Often, we don’t realize that this might be the cause of the problem. Needless to mention, these parts of the vehicle are much more vulnerable if the car’s front part suffers damage.
Unfortunately, fixing this requires a pretty penny. In some cases, it might not actually be worth it to repair the car, rather than replace it.
- Hitting a pothole or curb
For inexperienced drivers, it is unfortunately quite common to accidentally collide with a pothole or curb.
While a few incidents like this may seem harmless in the short term, they can lead to long-term damage to important components, especially if you don’t treat your car with regular maintenance.
Resolving this issue requires repairing or replacing the parts and realigning the wheels, so you’ll have to seek out professional help.
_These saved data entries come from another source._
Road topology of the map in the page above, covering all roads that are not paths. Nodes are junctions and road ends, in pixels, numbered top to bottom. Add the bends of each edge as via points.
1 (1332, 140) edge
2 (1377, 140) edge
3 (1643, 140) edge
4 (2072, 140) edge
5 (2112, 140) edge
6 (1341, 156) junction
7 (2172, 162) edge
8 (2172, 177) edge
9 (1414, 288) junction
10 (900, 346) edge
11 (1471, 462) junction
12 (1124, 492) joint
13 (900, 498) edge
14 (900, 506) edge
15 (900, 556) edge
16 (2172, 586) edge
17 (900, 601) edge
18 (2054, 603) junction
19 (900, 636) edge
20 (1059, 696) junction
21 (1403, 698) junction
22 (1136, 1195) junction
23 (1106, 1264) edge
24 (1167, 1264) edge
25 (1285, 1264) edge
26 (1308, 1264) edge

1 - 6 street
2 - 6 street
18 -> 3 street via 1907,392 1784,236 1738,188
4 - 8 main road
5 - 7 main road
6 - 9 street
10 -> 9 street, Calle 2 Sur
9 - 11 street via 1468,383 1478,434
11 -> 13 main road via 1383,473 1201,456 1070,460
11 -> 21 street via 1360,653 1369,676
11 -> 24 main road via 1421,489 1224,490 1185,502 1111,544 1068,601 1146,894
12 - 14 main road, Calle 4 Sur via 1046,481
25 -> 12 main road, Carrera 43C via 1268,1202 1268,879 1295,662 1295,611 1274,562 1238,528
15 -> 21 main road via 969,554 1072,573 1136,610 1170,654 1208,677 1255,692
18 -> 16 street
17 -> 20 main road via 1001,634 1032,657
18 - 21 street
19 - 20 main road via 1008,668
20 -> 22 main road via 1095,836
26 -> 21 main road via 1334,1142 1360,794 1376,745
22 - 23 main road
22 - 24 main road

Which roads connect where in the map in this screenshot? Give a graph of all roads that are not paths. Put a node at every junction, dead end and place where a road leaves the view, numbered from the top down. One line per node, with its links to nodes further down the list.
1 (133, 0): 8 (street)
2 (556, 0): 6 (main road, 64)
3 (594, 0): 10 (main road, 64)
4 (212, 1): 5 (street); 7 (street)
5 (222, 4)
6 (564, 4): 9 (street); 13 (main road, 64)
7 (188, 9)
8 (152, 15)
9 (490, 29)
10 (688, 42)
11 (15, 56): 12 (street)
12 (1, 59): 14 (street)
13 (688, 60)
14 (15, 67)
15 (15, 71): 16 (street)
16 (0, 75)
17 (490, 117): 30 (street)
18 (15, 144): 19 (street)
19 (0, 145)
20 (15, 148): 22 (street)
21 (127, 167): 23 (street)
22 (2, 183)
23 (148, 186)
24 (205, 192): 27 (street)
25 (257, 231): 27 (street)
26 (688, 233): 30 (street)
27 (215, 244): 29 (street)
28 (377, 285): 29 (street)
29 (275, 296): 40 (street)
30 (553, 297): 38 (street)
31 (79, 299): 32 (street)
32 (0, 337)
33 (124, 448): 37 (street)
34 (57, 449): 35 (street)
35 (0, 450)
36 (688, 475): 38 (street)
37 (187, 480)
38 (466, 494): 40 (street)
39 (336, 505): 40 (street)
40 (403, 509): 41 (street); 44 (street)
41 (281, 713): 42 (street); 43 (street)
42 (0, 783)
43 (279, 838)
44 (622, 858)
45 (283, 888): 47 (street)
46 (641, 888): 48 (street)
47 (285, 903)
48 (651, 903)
To prevent the need to do this, it’s important to run regular health checks on your vehicle.
- Modifications in the vehicle’s height
If in the past you have had to use a leveling kit or install a lift in your car, it may have modified the car’s height. This, in turn, can lead to the steering wheel falling out of harmony with the car’s suspension, and result in vehicle misalignment.
How Do You Fix a Misaligned Steering Wheel?
Unless you’re a professional car mechanic, it will unfortunately not be possible for you to fix your misaligned steering wheel on your own. As such, you’ll have to enlist an expert’s help.
Remember, a good mechanic will know to first check the parts and components related to the front-end suspension and steering.
Attempting to align the wheels before checking these parts might damage those parts. This, in turn, will cost you more.
So, make sure that your mechanic first identifies the possible cause of misalignment, repairs or replaces any damaged or faulty parts, then begins the re-alignment process.
When Do I Need to Get My Car’s Alignment Looked At?
You should consider getting professional consultation for your car’s alignment in the following cases:
- The steering wheeling going off-center
- Following an accident, minor or major
- Tires becoming worn out quickly
- The steering wheel feels difficult to turn
- Suspension components have recently been replaced
- All four tires have recently been replaced
- You have hit a curb or a pothole
It is recommended to have your car’s wheel alignment checked every 12,000 to 15,000 miles. Check with your vehicle manufacturer to confirm.
Frequently Asked Questions (FAQs)
1. How are wheel alignments done?
Car wheel alignment involves a step-by-step process. First, your mechanic’s specialized alignment equipment will measure your vehicle’s wheel angles and deviations.
Next, technicians adjust each wheel’s toe, caster, and camber in order to align the steering. Following this, computer software verifies whether the car’s original specifications for alignment are met. If successful, the steering wheel centralization is checked.
Finally, a test drive must be done. This allows your technician to evaluate the vehicle’s handling and verify that the wheels are properly aligned.
2. Will an alignment fix a crooked steering wheel?
Yes, in fact, it’s probably the only real solution. Do also keep in mind that fixing this problem on one’s own is impossible, so it’s better not to waste your time trying it.
3. Are wheel alignment and wheel balancing the same thing?
No. Wheel alignment and wheel balancing are two different kinds of servicing. In the latter, a minimal amount of weight is added to the wheels in order to balance the weight of all the wheels.
The extra weight usually fixes unstable and wobbly driving. On the other hand, during wheel alignment, no weight is added or subtracted from the wheel.
It’s essential to maintain proper wheel alignment for a safe and smooth driving experience.
Remember, proper wheel alignment not only ensures correct steering wheel alignment, but also contributes to the vehicle’s overall safety, tire longevity, and optimal performance.
Make sure to take your car in for regular alignment checks; timely adjustments will help maintain your vehicle’s stability and prevent any further potential problems.